#### [What you should do]
Lines holding the string "style": copy each one from the listing below.

[Extracted data — start]

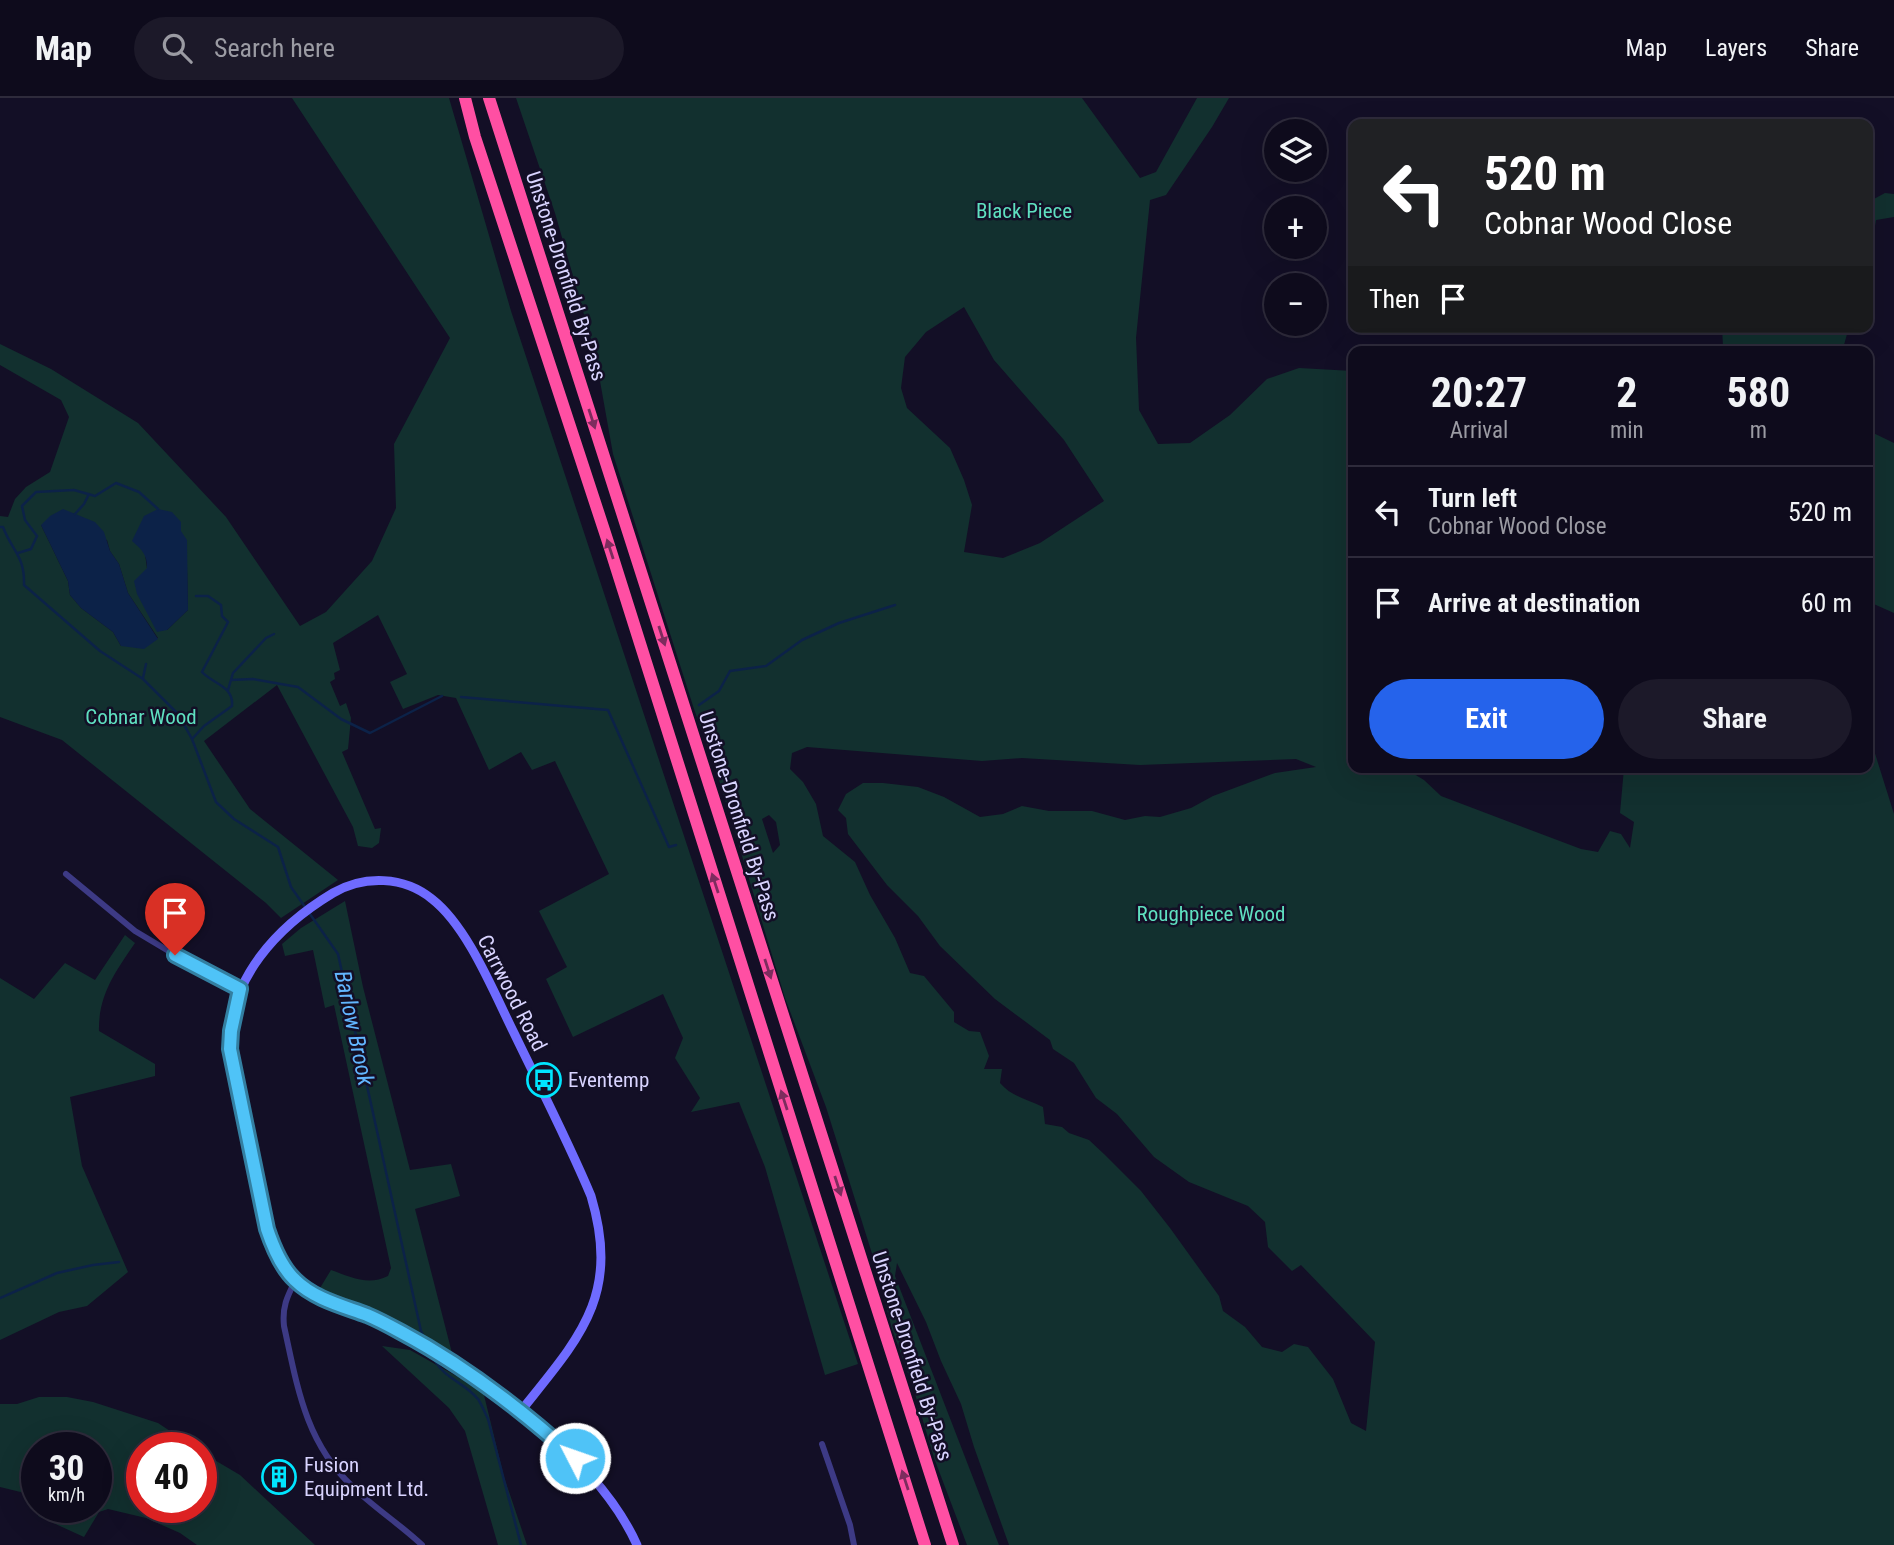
<!DOCTYPE html>
<meta charset="utf-8">
<style>
:root{--surface:#0e0b1c;--page:#1c1929;--text:#f1f3f6;--muted:#9b9ba3;--line:#2e2b3b;--accent:#2563eb}
body{margin:0;font-family:"Roboto Condensed",sans-serif;background:var(--page);color:var(--text);height:100vh;display:flex;flex-direction:column;font-size:26px;white-space:nowrap}
*{box-sizing:border-box;margin:0}
p{font-size:23px;color:var(--muted)}
.icon{flex:none;width:38px;height:38px;fill:none;stroke:currentColor;stroke-width:2;stroke-linecap:round;stroke-linejoin:round}
.map{position:relative;flex:1;overflow:hidden}
.details{position:absolute;left:1348px;top:248px;width:525px;height:427px;display:flex;flex-direction:column;background:var(--surface);border-radius:14px;box-shadow:0 7px 28px #0002,0 0 0 2px var(--line)}
.details>*{flex:none}
.hud{position:absolute;left:1348px;top:21px;width:525px;height:214px;border-radius:14px;box-shadow:0 7px 28px #0002,0 0 0 2px var(--line);background:#202124;color:#fff;overflow:hidden}
.fabs{position:absolute;left:1264px;top:21px;display:grid;gap:14px}
.fabs a{display:grid;place-items:center;width:63px;height:63px;border-radius:50%;background:var(--surface);box-shadow:0 7px 28px #0002,0 0 0 2px var(--line);font-size:35px}
.speed{position:absolute;left:21px;top:1334px;display:flex;gap:14px;font-size:35px;font-weight:700;text-align:center}
.speed>*{display:grid;place-content:center;width:91px;height:91px;border-radius:50%;background:var(--surface);box-shadow:0 7px 28px #0002,0 0 0 2px var(--line);line-height:1}
.speed small{font-size:18px;font-weight:400}
.speed .limit{border:10px solid #d22;background:#fff;color:#111}
.pin{position:absolute;display:grid;place-items:center;width:60px;height:60px;color:#fff;margin:-72px -30px;border-radius:50% 50% 50% 0;rotate:-45deg;box-shadow:0 0 7px #0007}
.pin .icon{rotate:45deg}
.me{position:absolute;width:77px;margin:-38px;rotate:311deg;stroke-linejoin:round;filter:drop-shadow(0 0 5px #0008)}
.turn{display:flex;align-items:center;gap:24px;height:147px;padding:0 21px;font-size:32px}
.turn .icon{width:91px;height:91px;stroke-width:2.5}
.turn b{display:block;font-size:49px;line-height:60px}
.then{display:flex;align-items:center;height:66px;padding:0 21px;background:#0003;gap:14px;font-size:26px}
.eta{display:flex;justify-content:space-evenly;align-items:center;height:119px;text-align:center}
.eta b{font-size:42px;font-weight:700;line-height:49px}
.button{display:flex;gap:14px;margin-top:auto;padding:14px 21px}
.button a{flex:1;height:80px;border-radius:42px;background:var(--accent);color:#fff;font-size:28px;font-weight:700;line-height:80px;text-align:center}
.button a+a{background:var(--page);color:var(--text)}
ul{padding:0;list-style:none}
li{display:flex;align-items:center;gap:21px;height:91px;padding:0 21px;border-top:2px solid var(--line)}
li div{flex:1}
li b{display:block;font-size:26px}
li em{font-style:normal}
header{display:flex;align-items:center;gap:42px;box-sizing:border-box;height:98px;padding:0 35px;background:var(--surface);border-bottom:2px solid var(--line)}
header strong{font-size:33px}
nav{display:flex;gap:38px;margin-inline-start:auto;font-size:24px}
.search{width:490px;height:63px;background:var(--page);display:flex;align-items:center;gap:18px;box-sizing:border-box;padding:0 24px;border-radius:38px;color:var(--muted);font-size:26px}
.map>svg:first-child{display:block}
</style>
<header>
<strong>Map</strong>
<div class="search"><svg class="icon" aria-label="search" viewBox="0 0 24 24"><circle cx="10" cy="10" r="6"/><path d="M15 15l6 6"/></svg>Search here</div>
<nav><a>Map</a><a>Layers</a><a>Share</a></nav>
</header>
<div class="map">
<svg width="1894" height="1447" viewBox="0 0 1894 1447">
<rect width="100%" height="100%" fill="#130f26"/>
<path fill="#12302f" fill-rule="evenodd" d="M292,0H449L511,213L858,1266L825,1277L765,1069L739,1004L691,1014L700,1000L675,960L683,940L663,896L573,939L546,881L567,869L539,813L609,776L555,663L532,672L521,654L489,672L456,600L438,597L403,611L390,584L407,576L378,517L333,545L340,572L334,575L335,581L330,584L340,608L346,605L351,620L348,651L342,654L375,731L381,730L379,745L372,750L358,748L353,729L277,587L204,643L250,711L338,782L281,820L266,805L62,642L0,619V418L8,419L15,401L26,389L50,374L69,319L61,302L0,267V246L51,271L138,325L226,419L300,528L326,514L372,463L396,410L394,346L450,240ZM41,427L107,442L110,453L119,466L128,495L158,540L121,548L113,534L81,510L70,497L68,483ZM145,456L187,469L188,512L167,532L147,470Z
M516,0H1082L1140,80L1156,74L1197,0H1229L1212,29L1166,97L1150,102L1136,240L1139,312L1158,346L1190,345L1230,317L1267,281L1299,270L1353,273V670H1404L1424,682L1441,698L1581,751L1598,754L1610,733L1621,736L1630,750L1634,724L1620,715L1624,670H1867V630L1894,716V1447H1009L974,1349L961,1306L941,1263L926,1224L897,1165L895,1178L999,1447H967L934,1360L913,1289L892,1231L874,1162L826,1009L785,900L716,672L694,611L613,356L595,255L555,115ZM964,209L994,262L1064,342L1104,403L1040,445L1003,460L964,454L972,407L964,382L950,350L907,310L901,290L905,259L926,234ZM807,649L982,663L1022,660L1140,667L1296,661L1316,669L1275,675L1213,698L1191,710L1160,719L1145,718L1125,722L1092,713H1049L1022,708L1003,716L980,719L944,699L918,689L883,685H863L846,696L838,712L846,720L848,736L887,787L918,818L940,848L995,901L1050,942L1053,951L1074,965L1096,1000L1117,1016L1154,1059L1189,1084L1248,1108L1265,1124L1268,1149L1292,1173L1301,1167L1375,1244L1366,1333L1351,1325L1333,1281L1308,1249L1294,1246L1282,1254L1262,1249L1245,1229L1223,1213L1219,1198L1170,1130L1141,1093L1104,1056L1089,1042L1069,1035L1062,1029L1045,1026L1043,1009C1027,1001 1012,999 1000,985L1002,971H984L989,958L980,934L969,933L954,924V914L924,878L910,875L895,840L870,797L855,764L823,738L816,706L803,684L790,671L792,655ZM769,717L776,724L780,747L773,755L762,721Z
M1885,95L1894,96V119L1876,122L1867,175V102H1872Z
M1722,229H1849L1842,254H1721L1723,248Z
M1867,332L1894,345V515L1867,503Z
M345,803L363,889L410,1072L451,1066L460,1098L415,1111L452,1255L380,1217L320,1190L331,1172C351,1179 368,1188 388,1178L391,1170L334,907L325,910L313,852L285,858L282,846L301,830Z
M125,837L135,845C116,873 98,897 99,933L155,966V978L70,999L82,1068L128,1174L87,1208L59,1214L0,1242V880L34,901L65,865L95,882Z
M382,1248L410,1252L483,1293L504,1379L527,1447H498L465,1333L449,1310Z
M39,1299H67L93,1304L158,1325L194,1349H142V1409H201V1354L240,1377L315,1447H197L180,1435L146,1420L108,1411L99,1414L84,1439L38,1418V1409H96V1349H37V1398L0,1389V1306H17Z"/>
<path fill="#0c2248" d="M63,411L95,424L104,434L110,453L119,466L128,495L158,541L144,551L121,548L113,534L81,510L70,497L68,483L41,427L50,418Z
M158,411L172,414L181,424V433L187,442L188,512L167,532L157,534L137,496L134,483L147,470C147,456 142,452 132,443L144,418Z"/>
<g fill="none" stroke-linecap="round" stroke-linejoin="round">
<path stroke="#0c2248" stroke-width="2.5" d="M75,416L84,406L89,396
M0,429H3C12,453 25,458 24,487L100,553L143,581L178,616L192,641L216,704L234,721L278,749L291,789L338,856L421,1233L427,1246
M18,455L31,451L37,438L25,422L22,408L36,394L74,392L95,398L116,385L139,394L158,411
M143,580L146,566
M231,582L253,581L298,589L341,621L370,635L442,598
M228,592L233,575L266,540L274,536
M461,599L608,612L669,749L676,747
M699,607L719,593L730,573L766,568L802,542L839,525L895,507
M192,641L204,628L232,608C234,588 213,586 202,574L228,524L222,518L221,507L208,498H196
M0,1200L57,1175L93,1167L119,1164
M431,1255C442,1281 462,1282 478,1301C482,1307 485,1315 488,1321L521,1447"/>
<path stroke="#3d3a85" stroke-width="6" d="M66,776L135,833L192,867L240,891
M295,1183C287,1199 282,1209 284,1228C297,1287 305,1344 352,1388C374,1410 400,1426 422,1447
M822,1346L850,1427L854,1447"/>
<path stroke="#6f6bff" stroke-width="9" d="M520,1314C579,1240 621,1199 591,1098C568,1043 540,989 514,935C494,895 468,829 432,801C404,778 364,777 333,795C278,828 227,881 230,950C231,972 238,995 243,1017C251,1055 259,1093 267,1131C290,1207 344,1202 404,1236C486,1282 597,1358 637,1447"/>
<path stroke="#ff4fa3" stroke-width="12" d="M465,0L475,39L608,444L925,1447
M489,0L953,1447"/>
</g>
<defs><path id="oneway-solid" d="M-6-.8H1V-3.2L6.5 0L1 3.2V.8H-6Z" transform="scale(1.75)"/></defs>
<g fill="#7d2c5e">
<use href="#oneway-solid" transform="translate(592 321) rotate(72)"/>
<use href="#oneway-solid" transform="translate(610 451) rotate(-108)"/>
<use href="#oneway-solid" transform="translate(662 538) rotate(72)"/>
<use href="#oneway-solid" transform="translate(715 785) rotate(-108)"/>
<use href="#oneway-solid" transform="translate(768 871) rotate(72)"/>
<use href="#oneway-solid" transform="translate(784 1002) rotate(-108)"/>
<use href="#oneway-solid" transform="translate(838 1088) rotate(72)"/>
<use href="#oneway-solid" transform="translate(905 1382) rotate(-108)"/>
</g>
<g fill="none" stroke-linecap="round" stroke-linejoin="round">
<g stroke="#337fa1" stroke-width="18">
<path id="route" d="M175,857L240,891L231,933L230,951L267,1131C273,1149 281,1169 295,1182C314,1201 343,1208 367,1217C379,1222 390,1228 401,1234C463,1267 522,1312 575,1360"/>
</g>
<use href="#route" stroke="#4fc3f7" stroke-width="12"/>
</g>
<defs>
<g id="bus-ring" transform="scale(1.75)"><circle r="9.5" fill="#130f26" stroke="#00e5ff" stroke-width="1.5"/><path d="M-5-6H5V4H4V6H2V4H-2V6H-4V4H-5ZM-3.5-4V0h7V-4ZM-3.5 1.2v1.5H-2V1.2ZM2 1.2v1.5H3.5V1.2Z" fill="#00e5ff"/></g>
<g id="building-ring" transform="scale(1.75)"><circle r="9.5" fill="#130f26" stroke="#00e5ff" stroke-width="1.5"/><path d="M-4-6H4V6H1V3H-1V6H-4ZM-2.5-4.3h1.7v1.8h-1.7ZM.8-4.3h1.7v1.8H.8ZM-2.5-1h1.7V.8h-1.7ZM.8-1h1.7V.8H.8Z" fill="#00e5ff"/></g>
</defs>
<g fill-rule="evenodd">
<use href="#bus-ring" x="544" y="982"/>
<use href="#building-ring" x="279" y="1379"/>
</g>
<g text-anchor="middle" dominant-baseline="central" stroke-width="5" stroke-linejoin="round" paint-order="stroke">
<g font-size="21" fill="#5fe0c0" stroke="#130f26">
<text x="1024" y="113">Black Piece</text>
<text x="141" y="619">Cobnar Wood</text>
<text x="1211" y="816">Roughpiece Wood</text>
</g>
<g font-size="21" fill="#d9d4ff" stroke="#130f26">
<text transform="translate(566 178) rotate(72)">Unstone-Dronfield By-Pass</text>
<text transform="translate(739 718) rotate(72)">Unstone-Dronfield By-Pass</text>
<text transform="translate(512 895) rotate(63)">Carrwood Road</text>
<text transform="translate(912 1258) rotate(72)">Unstone-Dronfield By-Pass</text>
</g>
<g font-size="21" fill="#d9d4ff" stroke="#130f26" text-anchor="start">
<text x="568" y="982">Eventemp</text>
<text x="304" y="1367">Fusion<tspan x="304" dy="24">Equipment Ltd.</tspan></text>
</g>
<g font-size="23" font-style="italic" fill="#62b6ff" stroke="#130f26">
<text transform="translate(354 930) rotate(78)">Barlow Brook</text>
</g>
</g>
</svg>
<div class="fabs">
<a><svg class="icon" aria-label="layers" viewBox="0 0 24 24"><path d="M12 4l9 5-9 5-9-5zM3 14l9 5 9-5"/></svg></a>
<a>+</a>
<a>−</a>
</div>
<div class="speed"><div>30<small>km/h</small></div><div class="limit">40</div></div>
<div class="pin" style="left:175px;top:857px;background:#d93025"><svg class="icon" aria-label="arrive" viewBox="0 0 24 24"><path d="M6 21V4h12l-3 4 3 4H6"/></svg></div>
<svg class="me" style="left:575px;top:1360px" viewBox="-20 -20 40 40"><circle r="17" fill="#4fc3f7" stroke="#fff" stroke-width="3"/><path d="M0-11L8 9 0 5-8 9z" fill="#fff"/></svg>
<div class="hud">
<div class="turn"><svg class="icon" aria-label="left" viewBox="0 0 24 24"><path d="M17 20v-9H6M10 6l-5 5 5 5"/></svg><div><b>520 m</b>Cobnar Wood Close</div></div>
<div class="then">Then<svg class="icon" aria-label="arrive" viewBox="0 0 24 24"><path d="M6 21V4h12l-3 4 3 4H6"/></svg></div>
</div>
<section class="details">
<div class="eta">
<div><b>20:27</b><p>Arrival</p></div>
<div><b>2</b><p>min</p></div>
<div><b>580</b><p>m</p></div>
</div>
<ul>
<li><svg class="icon" aria-label="left" viewBox="0 0 24 24"><path d="M17 20v-9H6M10 6l-5 5 5 5"/></svg><div><b>Turn left</b><p>Cobnar Wood Close</p></div><em>520 m</em></li>
<li><svg class="icon" aria-label="arrive" viewBox="0 0 24 24"><path d="M6 21V4h12l-3 4 3 4H6"/></svg><div><b>Arrive at destination</b></div><em>60 m</em></li>
</ul>
<div class="button"><a>Exit</a><a>Share</a></div>
</section>
</div>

[Extracted data — finish]

#### [Solution to this exercise]
<style>
ul{padding:0;list-style:none}
li em{font-style:normal}
</style>
<g font-size="23" font-style="italic" fill="#62b6ff" stroke="#130f26">
<div class="pin" style="left:175px;top:857px;background:#d93025"><svg class="icon" aria-label="arrive" viewBox="0 0 24 24"><path d="M6 21V4h12l-3 4 3 4H6"/></svg></div>
<svg class="me" style="left:575px;top:1360px" viewBox="-20 -20 40 40"><circle r="17" fill="#4fc3f7" stroke="#fff" stroke-width="3"/><path d="M0-11L8 9 0 5-8 9z" fill="#fff"/></svg>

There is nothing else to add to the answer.